The cyberinfrastructure implemented by DataONE comprises three principal components: Member Nodes, Coordinating Nodes, and an Investigator Toolkit. Member Nodes include existing or new data repositories that install the DataONE Member Node application programming interfaces (APIs). Member Nodes encompass natural history collections, earth-observing institutions, research projects and networks, libraries, universities, and governmental and nongovernmental organizations. Each Member Node acquires and maintains data and frequently provides value-added support services (e.g., user help desk, visualization services) to a particular community of users.
Coordinating Nodes are designed to be tightly coordinated, stable platforms providing network-wide services to Member Nodes. They are responsible for cataloging content, managing replication of content, providing search and discovery mechanisms, managing access-control rules, and mapping identities among different identity providers. Three initial Coordinating Nodes are located at Oak Ridge Campus (a consortium comprising Oak Ridge National Laboratory and the University of Tennessee), the University of California, Santa Barbara, and the University of New Mexico. Coordinating Nodes maintain the integrity of the DataONE federation by ensuring sufficient replicas are made of digital objects (e.g., data plus associated metadata) to facilitate long-term preservation and by tracking those replicas to enable the identification of specific Member Nodes where the content can be retrieved. The Coordinating Node indexing services, in essence, provide a system-wide search mechanism enabling users to discover relevant content from all participating Member Nodes.
The Investigator Toolkit is a modular set of software and plug-ins that enables interaction with DataONE infrastructure through commonly used analysis and data-management tools. Components in the Investigator Toolkit include low-level software libraries intended for developers and more technically inclined investigators, desktop application plug-ins like the R Project for Statistical Computing (http://www.r-project.org/), and operating system extensions such as file system drivers that expose DataONE as essentially a large network drive. The overarching goal of the Investigator Toolkit is to provide seamless interaction with the DataONE cyberinfrastructure for storing, retrieving, discovering, and visualizing data.
Ushering in the New Era
Innovative cyberinfrastructure platforms, a re-envisioning of the library’s role in support of scholarship, and scientific approaches that place high value on data stewardship are needed to resolve the numerous grand challenges faced by scientists and society.

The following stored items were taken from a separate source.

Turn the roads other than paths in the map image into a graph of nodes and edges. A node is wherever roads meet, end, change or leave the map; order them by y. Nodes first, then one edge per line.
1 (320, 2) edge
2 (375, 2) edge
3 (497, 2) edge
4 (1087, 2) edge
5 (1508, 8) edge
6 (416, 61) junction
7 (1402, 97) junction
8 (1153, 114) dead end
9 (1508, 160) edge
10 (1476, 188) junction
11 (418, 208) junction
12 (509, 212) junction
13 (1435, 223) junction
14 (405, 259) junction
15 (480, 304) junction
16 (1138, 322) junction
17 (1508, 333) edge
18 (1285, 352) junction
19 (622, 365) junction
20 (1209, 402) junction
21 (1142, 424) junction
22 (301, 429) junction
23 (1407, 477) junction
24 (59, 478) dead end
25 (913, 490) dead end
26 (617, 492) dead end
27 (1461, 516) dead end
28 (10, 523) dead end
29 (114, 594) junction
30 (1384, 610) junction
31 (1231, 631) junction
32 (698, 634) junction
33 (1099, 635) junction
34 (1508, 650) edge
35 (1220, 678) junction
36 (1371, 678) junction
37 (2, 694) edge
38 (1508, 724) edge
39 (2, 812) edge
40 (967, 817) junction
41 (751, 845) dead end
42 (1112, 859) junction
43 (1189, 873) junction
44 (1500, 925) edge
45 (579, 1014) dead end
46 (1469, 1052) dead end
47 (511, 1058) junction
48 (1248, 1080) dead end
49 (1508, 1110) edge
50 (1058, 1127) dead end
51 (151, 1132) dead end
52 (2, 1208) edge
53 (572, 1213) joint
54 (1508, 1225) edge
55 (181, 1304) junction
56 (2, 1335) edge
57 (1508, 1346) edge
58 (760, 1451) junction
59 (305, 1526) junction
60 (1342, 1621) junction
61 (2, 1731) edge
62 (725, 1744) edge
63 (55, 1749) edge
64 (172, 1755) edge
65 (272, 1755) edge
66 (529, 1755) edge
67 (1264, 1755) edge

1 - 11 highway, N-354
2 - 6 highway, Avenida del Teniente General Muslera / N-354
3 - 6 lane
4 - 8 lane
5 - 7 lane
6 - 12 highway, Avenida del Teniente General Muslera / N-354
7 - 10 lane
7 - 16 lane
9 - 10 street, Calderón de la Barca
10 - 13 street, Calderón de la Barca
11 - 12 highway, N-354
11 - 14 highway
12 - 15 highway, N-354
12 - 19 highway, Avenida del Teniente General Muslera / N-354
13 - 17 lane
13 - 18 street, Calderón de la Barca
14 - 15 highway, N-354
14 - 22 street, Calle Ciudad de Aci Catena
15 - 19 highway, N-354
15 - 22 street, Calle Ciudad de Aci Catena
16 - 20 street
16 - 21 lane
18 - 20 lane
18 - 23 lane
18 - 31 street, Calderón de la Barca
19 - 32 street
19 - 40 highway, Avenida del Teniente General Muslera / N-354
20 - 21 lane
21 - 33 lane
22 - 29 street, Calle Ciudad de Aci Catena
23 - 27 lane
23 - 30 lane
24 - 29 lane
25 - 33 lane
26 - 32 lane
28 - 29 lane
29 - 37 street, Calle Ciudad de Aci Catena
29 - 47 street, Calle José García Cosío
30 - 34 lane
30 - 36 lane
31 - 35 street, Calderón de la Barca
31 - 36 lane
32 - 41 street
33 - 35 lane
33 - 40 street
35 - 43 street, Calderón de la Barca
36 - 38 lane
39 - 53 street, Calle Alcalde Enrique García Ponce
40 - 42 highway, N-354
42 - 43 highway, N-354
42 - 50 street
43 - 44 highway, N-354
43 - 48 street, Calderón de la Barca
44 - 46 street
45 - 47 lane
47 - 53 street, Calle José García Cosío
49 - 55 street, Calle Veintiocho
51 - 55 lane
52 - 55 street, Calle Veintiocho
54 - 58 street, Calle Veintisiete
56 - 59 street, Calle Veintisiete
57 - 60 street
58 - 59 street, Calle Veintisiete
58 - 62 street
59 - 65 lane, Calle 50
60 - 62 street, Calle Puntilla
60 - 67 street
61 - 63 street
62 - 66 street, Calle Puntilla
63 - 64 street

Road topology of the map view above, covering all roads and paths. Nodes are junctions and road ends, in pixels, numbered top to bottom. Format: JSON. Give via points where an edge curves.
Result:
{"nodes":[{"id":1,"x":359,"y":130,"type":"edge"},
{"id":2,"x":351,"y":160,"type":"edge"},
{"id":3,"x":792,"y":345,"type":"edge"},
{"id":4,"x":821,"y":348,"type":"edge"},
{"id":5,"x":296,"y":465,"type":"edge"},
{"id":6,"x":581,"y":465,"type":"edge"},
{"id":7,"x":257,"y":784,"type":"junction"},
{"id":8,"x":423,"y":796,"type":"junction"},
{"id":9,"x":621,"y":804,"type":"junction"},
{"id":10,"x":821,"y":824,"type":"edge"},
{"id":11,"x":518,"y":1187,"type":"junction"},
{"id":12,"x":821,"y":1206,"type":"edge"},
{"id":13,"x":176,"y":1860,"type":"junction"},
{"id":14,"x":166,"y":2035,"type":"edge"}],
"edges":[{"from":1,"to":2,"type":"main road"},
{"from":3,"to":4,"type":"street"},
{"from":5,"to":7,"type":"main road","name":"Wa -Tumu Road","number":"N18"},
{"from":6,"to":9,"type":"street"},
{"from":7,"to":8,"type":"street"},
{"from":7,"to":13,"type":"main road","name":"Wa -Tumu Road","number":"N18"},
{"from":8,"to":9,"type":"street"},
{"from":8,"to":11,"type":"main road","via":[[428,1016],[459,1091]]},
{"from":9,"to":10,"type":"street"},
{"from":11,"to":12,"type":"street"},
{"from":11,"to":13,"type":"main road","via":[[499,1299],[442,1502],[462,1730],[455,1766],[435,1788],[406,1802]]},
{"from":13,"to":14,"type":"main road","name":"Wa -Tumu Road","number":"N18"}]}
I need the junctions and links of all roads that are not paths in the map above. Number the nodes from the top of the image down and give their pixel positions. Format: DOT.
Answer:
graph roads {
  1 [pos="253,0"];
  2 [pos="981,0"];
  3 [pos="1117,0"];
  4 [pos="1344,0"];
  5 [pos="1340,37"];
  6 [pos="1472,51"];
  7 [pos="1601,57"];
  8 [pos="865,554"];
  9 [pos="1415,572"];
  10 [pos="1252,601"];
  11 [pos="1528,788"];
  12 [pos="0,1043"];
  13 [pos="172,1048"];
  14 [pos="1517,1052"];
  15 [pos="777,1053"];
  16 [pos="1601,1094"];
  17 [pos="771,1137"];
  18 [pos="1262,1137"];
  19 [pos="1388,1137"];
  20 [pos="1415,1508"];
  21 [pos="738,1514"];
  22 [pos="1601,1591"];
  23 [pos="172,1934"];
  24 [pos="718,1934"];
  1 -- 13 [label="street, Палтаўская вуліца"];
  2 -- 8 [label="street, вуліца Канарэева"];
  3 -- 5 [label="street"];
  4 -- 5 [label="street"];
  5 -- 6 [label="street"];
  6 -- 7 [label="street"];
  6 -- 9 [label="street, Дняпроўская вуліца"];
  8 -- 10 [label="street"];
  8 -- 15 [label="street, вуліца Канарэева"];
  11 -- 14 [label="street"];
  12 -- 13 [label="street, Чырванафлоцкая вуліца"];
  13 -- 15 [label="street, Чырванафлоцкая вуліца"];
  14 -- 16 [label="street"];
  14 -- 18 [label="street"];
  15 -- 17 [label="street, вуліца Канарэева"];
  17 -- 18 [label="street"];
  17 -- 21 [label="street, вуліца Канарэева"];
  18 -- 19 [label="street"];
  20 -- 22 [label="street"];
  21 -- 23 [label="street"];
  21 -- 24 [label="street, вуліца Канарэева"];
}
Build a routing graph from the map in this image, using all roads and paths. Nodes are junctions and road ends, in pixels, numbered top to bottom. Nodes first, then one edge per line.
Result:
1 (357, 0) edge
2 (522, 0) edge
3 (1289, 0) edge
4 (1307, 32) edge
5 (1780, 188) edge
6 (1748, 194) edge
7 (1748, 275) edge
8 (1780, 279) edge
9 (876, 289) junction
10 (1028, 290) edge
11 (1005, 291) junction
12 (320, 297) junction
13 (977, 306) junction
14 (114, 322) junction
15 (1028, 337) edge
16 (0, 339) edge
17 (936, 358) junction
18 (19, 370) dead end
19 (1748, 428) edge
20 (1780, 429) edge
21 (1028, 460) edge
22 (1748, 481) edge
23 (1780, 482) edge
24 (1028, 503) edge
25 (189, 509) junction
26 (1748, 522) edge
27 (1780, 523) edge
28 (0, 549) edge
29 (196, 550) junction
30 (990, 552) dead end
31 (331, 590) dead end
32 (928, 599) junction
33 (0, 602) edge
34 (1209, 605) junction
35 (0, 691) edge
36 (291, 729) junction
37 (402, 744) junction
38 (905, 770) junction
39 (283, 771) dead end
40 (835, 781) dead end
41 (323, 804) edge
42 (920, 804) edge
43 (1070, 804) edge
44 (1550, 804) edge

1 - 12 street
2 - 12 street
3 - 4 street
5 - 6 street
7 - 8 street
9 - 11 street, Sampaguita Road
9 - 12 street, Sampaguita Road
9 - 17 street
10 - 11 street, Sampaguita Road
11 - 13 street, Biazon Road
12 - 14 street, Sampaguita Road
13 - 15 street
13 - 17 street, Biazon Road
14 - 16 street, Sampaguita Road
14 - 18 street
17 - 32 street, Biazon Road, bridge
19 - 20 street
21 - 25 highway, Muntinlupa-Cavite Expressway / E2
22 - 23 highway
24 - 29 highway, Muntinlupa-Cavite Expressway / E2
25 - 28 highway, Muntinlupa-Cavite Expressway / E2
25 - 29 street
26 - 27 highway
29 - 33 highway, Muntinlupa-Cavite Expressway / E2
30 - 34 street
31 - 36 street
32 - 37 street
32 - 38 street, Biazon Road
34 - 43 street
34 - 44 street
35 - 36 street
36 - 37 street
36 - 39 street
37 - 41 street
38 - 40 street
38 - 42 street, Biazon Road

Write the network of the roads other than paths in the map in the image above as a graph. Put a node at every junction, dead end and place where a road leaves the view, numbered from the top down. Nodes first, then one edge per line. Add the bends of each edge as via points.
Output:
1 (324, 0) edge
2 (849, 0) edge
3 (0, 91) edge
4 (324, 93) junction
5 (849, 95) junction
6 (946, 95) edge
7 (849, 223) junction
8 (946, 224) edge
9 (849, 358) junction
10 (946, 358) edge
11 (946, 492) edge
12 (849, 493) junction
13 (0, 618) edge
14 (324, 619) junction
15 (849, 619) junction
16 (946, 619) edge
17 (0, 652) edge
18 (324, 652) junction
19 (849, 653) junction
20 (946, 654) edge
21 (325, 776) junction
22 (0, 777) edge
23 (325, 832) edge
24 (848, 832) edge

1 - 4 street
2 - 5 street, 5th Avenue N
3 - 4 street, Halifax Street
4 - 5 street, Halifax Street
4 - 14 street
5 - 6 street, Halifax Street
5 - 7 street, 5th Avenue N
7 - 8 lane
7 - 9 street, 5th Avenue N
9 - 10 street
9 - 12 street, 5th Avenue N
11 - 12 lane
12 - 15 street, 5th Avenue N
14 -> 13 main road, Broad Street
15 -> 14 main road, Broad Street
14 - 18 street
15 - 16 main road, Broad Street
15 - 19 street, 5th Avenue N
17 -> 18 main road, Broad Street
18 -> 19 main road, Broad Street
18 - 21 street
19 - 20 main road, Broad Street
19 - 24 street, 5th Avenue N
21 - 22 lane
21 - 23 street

Platforms like DataONE and tools that reduce the amount of time scientists spend focusing on more mundane data-management activities are expected to significantly advance the nature and pace of science.
The new era of grand challenge science and scholarship offers significant potential to advance our state of knowledge, transform academia, and benefit society. Three specific actions can advance this transition. First, we need to promote this change by embracing interdisciplinary, transdisciplinary, collaborative, and data-intensive science. This requires lobbying for the necessary funding and providing support and recognition to those individuals who choose to join teams in addressing grand challenge problems. Second, we need to educate future generations of scientists by inculcating informatics throughout domain curricula, not just in the computer and information sciences. Third, we need to advocate for change with a focus on breaking down data, academic, and funding silos so that adequately funded, interdisciplinary teams of scientists are poised to tackle the grand challenges.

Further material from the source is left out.